In the records that follow, find each line with "nodes" and pull it out.

THE INPUT »
╭──
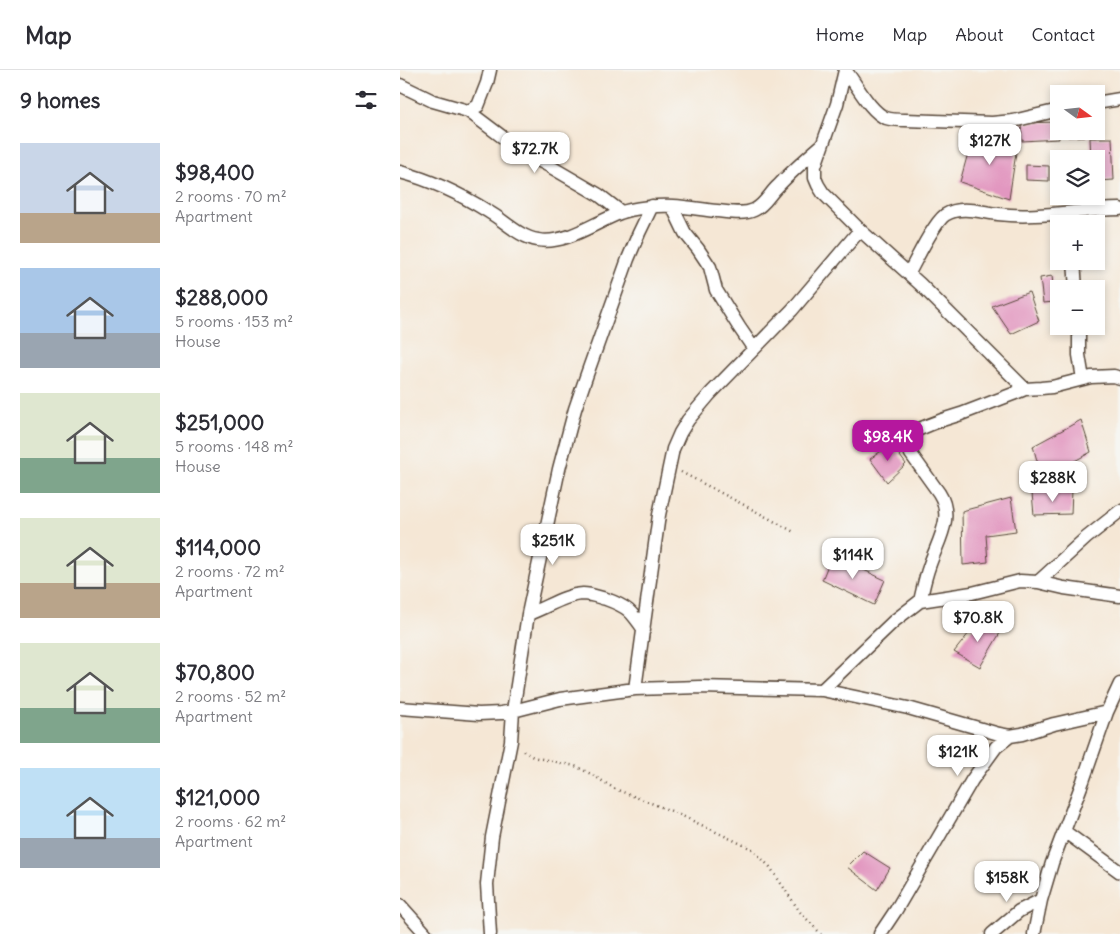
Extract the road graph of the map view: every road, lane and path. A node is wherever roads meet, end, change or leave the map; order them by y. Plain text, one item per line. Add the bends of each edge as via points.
1 (490, 70) edge
2 (845, 70) edge
3 (400, 85) edge
4 (1120, 99) edge
5 (1105, 102) edge
6 (468, 111) junction
7 (1050, 112) edge
8 (822, 145) junction
9 (400, 172) edge
10 (652, 206) junction
11 (672, 206) junction
12 (1120, 209) edge
13 (621, 212) junction
14 (1070, 215) edge
15 (1050, 218) edge
16 (860, 230) junction
17 (909, 273) junction
18 (1078, 335) edge
19 (754, 349) junction
20 (1120, 378) edge
21 (1083, 379) junction
22 (1025, 389) junction
23 (669, 465) junction
24 (1120, 511) edge
25 (794, 532) dead end
26 (1038, 582) junction
27 (1120, 596) edge
28 (920, 601) junction
29 (528, 614) junction
30 (644, 630) junction
31 (1120, 684) edge
32 (635, 689) junction
33 (822, 690) junction
34 (400, 708) edge
35 (513, 712) junction
36 (1107, 712) junction
37 (1010, 736) junction
38 (511, 742) junction
39 (1064, 831) junction
40 (1120, 872) edge
41 (1041, 900) junction
42 (400, 905) edge
43 (426, 934) edge
44 (490, 934) edge
45 (821, 934) edge
46 (880, 934) edge
47 (992, 934) edge
48 (1034, 934) edge

1 - 6 street via 478,106
2 - 7 street via 876,111 892,119 992,123
2 - 8 street
3 - 6 street via 433,101
4 - 5 street
6 - 13 street via 521,151 599,195
8 - 11 street via 756,209 740,213
8 - 16 street via 815,166 816,182
9 - 13 street via 464,198 537,240 576,234
10 - 11 street
10 - 13 street
10 - 29 street via 628,259 575,409
11 - 19 street via 685,233 710,267 716,290
12 - 14 street via 1084,210
15 - 17 street via 958,210 943,217 936,225
16 - 17 street
16 - 19 street
17 - 22 street
18 - 21 street
19 - 23 street via 688,420 673,448
20 - 21 street
21 - 22 street via 1052,387
22 - 28 street via 929,425 909,437 911,454 946,508 946,520
23 - 25 path
23 - 30 street
24 - 26 street
26 - 27 street
26 - 28 street via 1020,582
28 - 33 street via 894,621
29 - 30 street via 569,597 592,595 628,609
29 - 35 street
30 - 32 street
31 - 36 street
32 - 33 street via 700,686
32 - 35 street via 560,699
33 - 37 street via 908,708
34 - 35 street via 479,714
35 - 38 street
36 - 37 street
36 - 39 street
37 - 46 street via 996,746 972,780
38 - 44 street via 490,852 487,884
38 - 45 path via 533,757 575,766 616,789 752,849 770,867 800,912
39 - 40 street
39 - 41 street
41 - 47 street via 1019,911
41 - 48 street
42 - 43 street

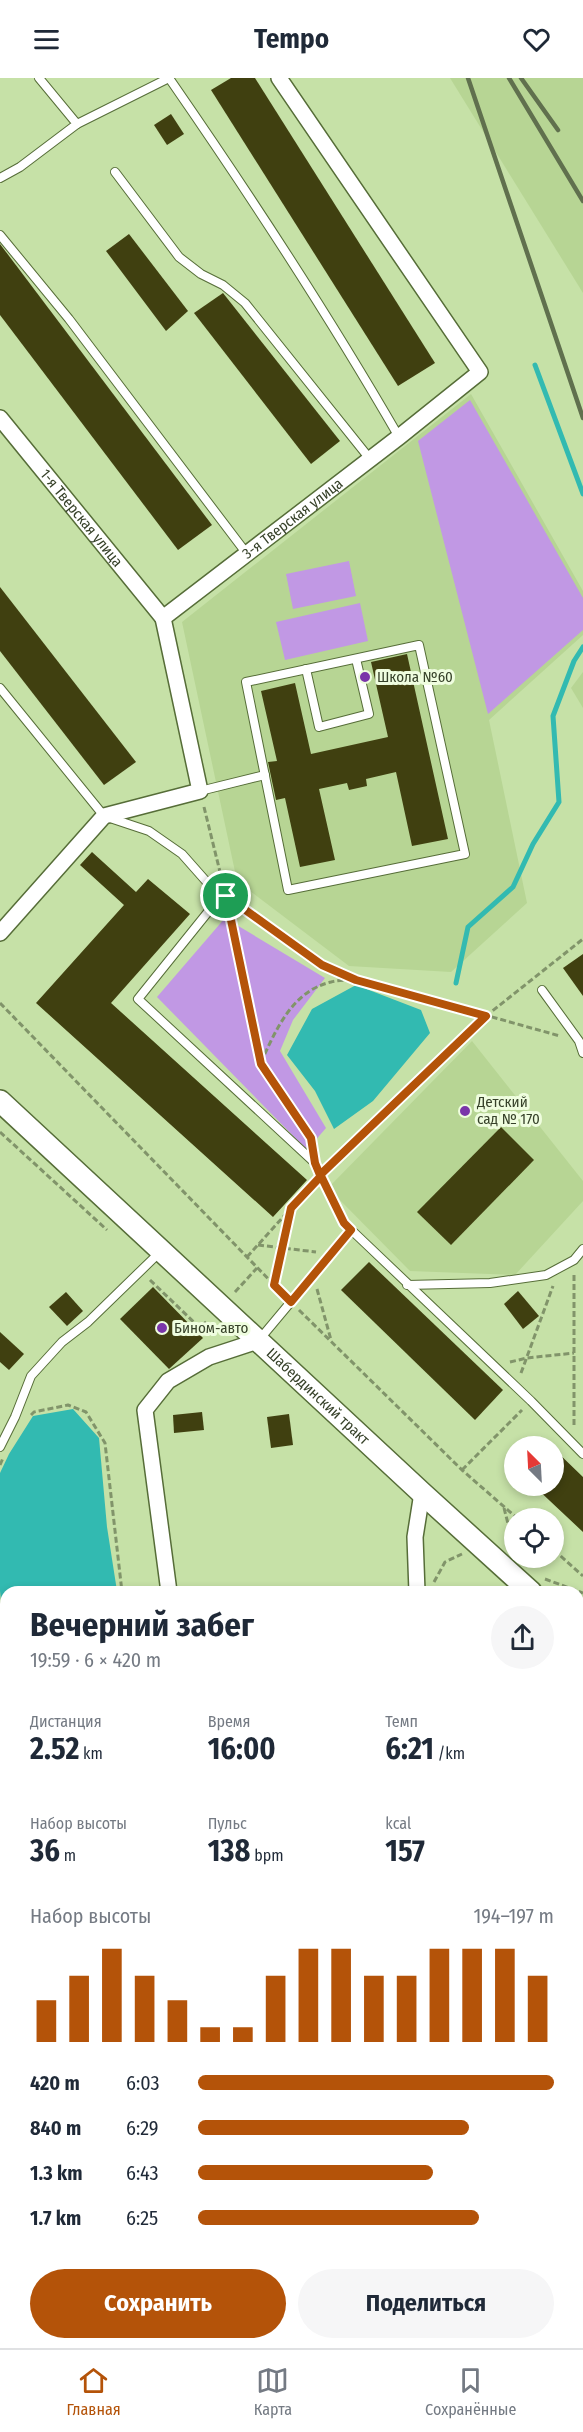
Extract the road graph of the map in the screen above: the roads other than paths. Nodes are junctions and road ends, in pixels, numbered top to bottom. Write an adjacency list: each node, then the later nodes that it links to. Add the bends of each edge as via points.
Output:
1 (39, 78): 4 (lane)
2 (169, 78): 4 (lane); 9 (lane, via 305,282)
3 (279, 78): 9 (street, 3-я Тверская улица, via 480,372)
4 (77, 124): 6 (lane)
5 (115, 172): 10 (lane, via 179,257 245,303)
6 (0, 178)
7 (0, 235): 11 (lane, via 69,319)
8 (0, 418): 12 (street, 1-я Тверская улица)
9 (399, 437): 10 (street, 3-я Тверская улица)
10 (370, 459): 11 (street, 3-я Тверская улица)
11 (247, 554): 12 (street, 3-я Тверская улица)
12 (163, 618): 17 (street)
13 (356, 659): 14 (lane); 14 (lane, via 369,714 319,726); 16 (lane, via 419,645 465,854 288,890)
14 (306, 669): 16 (lane, via 246,682)
15 (0, 688): 18 (lane)
16 (265, 775): 17 (lane)
17 (200, 791): 18 (street)
18 (104, 816): 19 (street); 23 (lane, via 149,831 182,854 223,896 138,999 315,1163)
19 (1, 931)
20 (542, 990): 21 (lane, via 579,1041)
21 (583, 1053)
22 (0, 1101): 25 (main road, Шабердинский тракт)
23 (351, 1230): 26 (lane); 27 (lane)
24 (583, 1249): 26 (lane, via 574,1260 546,1275 490,1283)
25 (162, 1251): 27 (main road, Шабердинский тракт); 28 (lane, via 62,1342 31,1376)
26 (407, 1285): 29 (lane)
27 (258, 1341): 30 (main road, Шабердинский тракт); 31 (street, via 209,1357 168,1381 145,1410)
28 (0, 1447)
29 (583, 1454)
30 (422, 1493): 32 (street, via 415,1537); 33 (main road, Шабердинский тракт)
31 (168, 1586)
32 (417, 1586)
33 (524, 1586)

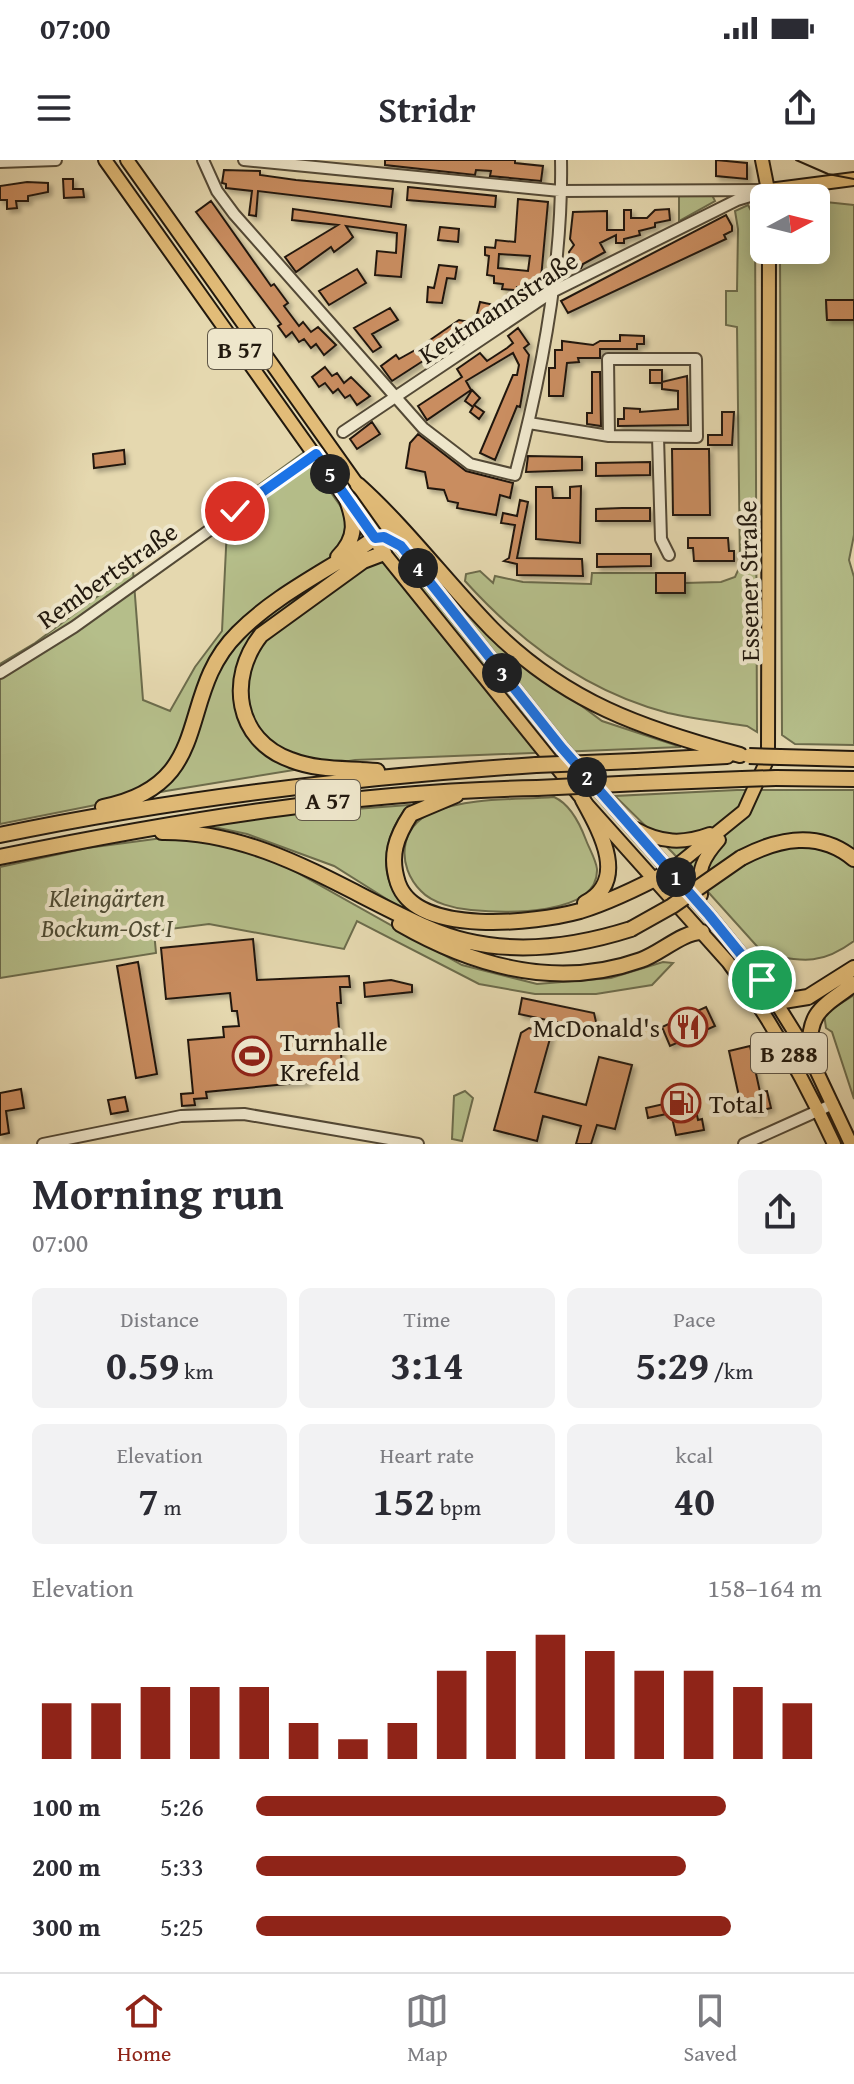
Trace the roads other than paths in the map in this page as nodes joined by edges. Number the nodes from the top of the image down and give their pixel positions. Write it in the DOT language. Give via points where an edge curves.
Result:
graph roads {
  1 [pos="56,160"];
  2 [pos="105,160"];
  3 [pos="127,160"];
  4 [pos="203,160"];
  5 [pos="244,160"];
  6 [pos="561,160"];
  7 [pos="762,160"];
  8 [pos="0,162"];
  9 [pos="854,179"];
  10 [pos="767,184"];
  11 [pos="826,184"];
  12 [pos="560,191"];
  13 [pos="750,194"];
  14 [pos="750,198"];
  15 [pos="769,264"];
  16 [pos="552,292"];
  17 [pos="398,398"];
  18 [pos="529,423"];
  19 [pos="343,432"];
  20 [pos="609,436"];
  21 [pos="658,437"];
  22 [pos="316,454"];
  23 [pos="358,485"];
  24 [pos="345,495"];
  25 [pos="384,522"];
  26 [pos="375,538"];
  27 [pos="401,546"];
  28 [pos="384,553"];
  29 [pos="669,555"];
  30 [pos="330,567"];
  31 [pos="0,673"];
  32 [pos="745,756"];
  33 [pos="854,759"];
  34 [pos="401,774"];
  35 [pos="854,779"];
  36 [pos="537,788"];
  37 [pos="583,800"];
  38 [pos="626,823"];
  39 [pos="38,827"];
  40 [pos="728,828"];
  41 [pos="122,832"];
  42 [pos="0,835"];
  43 [pos="0,857"];
  44 [pos="854,859"];
  45 [pos="670,871"];
  46 [pos="322,875"];
  47 [pos="655,879"];
  48 [pos="709,915"];
  49 [pos="545,917"];
  50 [pos="702,932"];
  51 [pos="854,968"];
  52 [pos="854,984"];
  53 [pos="777,1002"];
  54 [pos="810,1057"];
  55 [pos="833,1104"];
  56 [pos="819,1111"];
  57 [pos="43,1144"];
  58 [pos="418,1144"];
  59 [pos="744,1144"];
  60 [pos="834,1144"];
  61 [pos="851,1144"];
  1 -- 8 [label="street"];
  2 -- 22 [label="main road, B 57"];
  3 -- 23 [label="main road, B 57"];
  4 -- 17 [label="street" via="234,214"];
  5 -- 12 [label="street"];
  6 -- 12 [label="street"];
  7 -- 10 [label="main road"];
  9 -- 11 [label="main road"];
  12 -- 13 [label="street"];
  12 -- 16 [label="street"];
  14 -- 16 [label="street, Keutmannstraße"];
  15 -- 40 [label="main road, Essener Straße" via="771,737 754,794"];
  16 -- 17 [label="street, Keutmannstraße"];
  16 -- 18 [label="street"];
  17 -- 18 [label="street" via="470,464 498,474 515,475"];
  17 -- 19 [label="street, Keutmannstraße"];
  18 -- 20 [label="street"];
  20 -- 21 [label="street"];
  20 -- 21 [label="street" via="608,359 696,359 697,437"];
  21 -- 29 [label="street" via="661,539"];
  22 -- 24 [label="main road, B 57"];
  22 -- 31 [label="street, Rembertstraße" via="74,627"];
  23 -- 25 [label="main road, B 57"];
  23 -- 32 [label="highway" via="493,629 550,679 630,723"];
  24 -- 26 [label="main road, B 57"];
  24 -- 30 [label="highway" via="353,533"];
  25 -- 27 [label="main road, B 288"];
  26 -- 27 [label="main road"];
  26 -- 28 [label="main road, B 288"];
  26 -- 30 [label="highway"];
  27 -- 38 [label="main road, B 288"];
  28 -- 34 [label="highway" via="363,561 261,635 248,651 239,690 250,729 288,760 325,769"];
  28 -- 37 [label="main road, B 288"];
  30 -- 39 [label="highway" via="230,641 210,674 186,748 155,789"];
  32 -- 33 [label="highway, A 57, bridge"];
  32 -- 34 [label="highway, A 57, bridge"];
  34 -- 39 [label="highway, A 57"];
  35 -- 36 [label="highway, A 57, bridge"];
  36 -- 41 [label="highway, A 57" via="348,797"];
  36 -- 49 [label="highway" via="454,795 427,804 411,814 399,832 393,869 400,890 432,915 468,921"];
  37 -- 47 [label="main road, B 288"];
  37 -- 49 [label="highway" via="606,846 607,881 595,898"];
  38 -- 40 [label="main road" via="650,837 677,843"];
  38 -- 45 [label="main road, B 288"];
  39 -- 42 [label="highway, A 57"];
  40 -- 45 [label="main road, Essener Straße"];
  40 -- 48 [label="main road" via="702,861 699,874"];
  41 -- 43 [label="highway, A 57"];
  41 -- 46 [label="highway" via="191,832 235,839"];
  44 -- 46 [label="highway, bridge" via="821,841 763,846 631,929 545,948 480,943 430,929"];
  45 -- 47 [label="highway"];
  45 -- 48 [label="main road, B 288"];
  46 -- 50 [label="highway" via="437,945 526,972 619,967"];
  47 -- 49 [label="highway" via="598,905"];
  47 -- 50 [label="main road, B 288"];
  48 -- 53 [label="main road, B 288"];
  50 -- 56 [label="main road, B 288" via="755,998"];
  51 -- 53 [label="highway" via="808,997"];
  52 -- 54 [label="highway" via="816,1014 808,1037"];
  53 -- 54 [label="main road, B 288"];
  54 -- 55 [label="main road, B 288"];
  55 -- 56 [label="street"];
  55 -- 61 [label="main road, B 288"];
  56 -- 59 [label="street"];
  56 -- 60 [label="main road, B 288"];
  57 -- 58 [label="street" via="181,1116 244,1114"];
}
╰──
ANSWER BELOW »
Extract the road graph of the map in the screen above: the roads other than paths. Nodes are junctions and road ends, in pixels, numbered top to bottom. Write an adjacency list: each node, then the later nodes that it links to. Add the bends of each edge as via points.
Trace the roads other than paths in the map in this page as nodes joined by edges. Number the nodes from the top of the image down and give their pixel positions. Write it in the DOT language. Give via points where an edge curves.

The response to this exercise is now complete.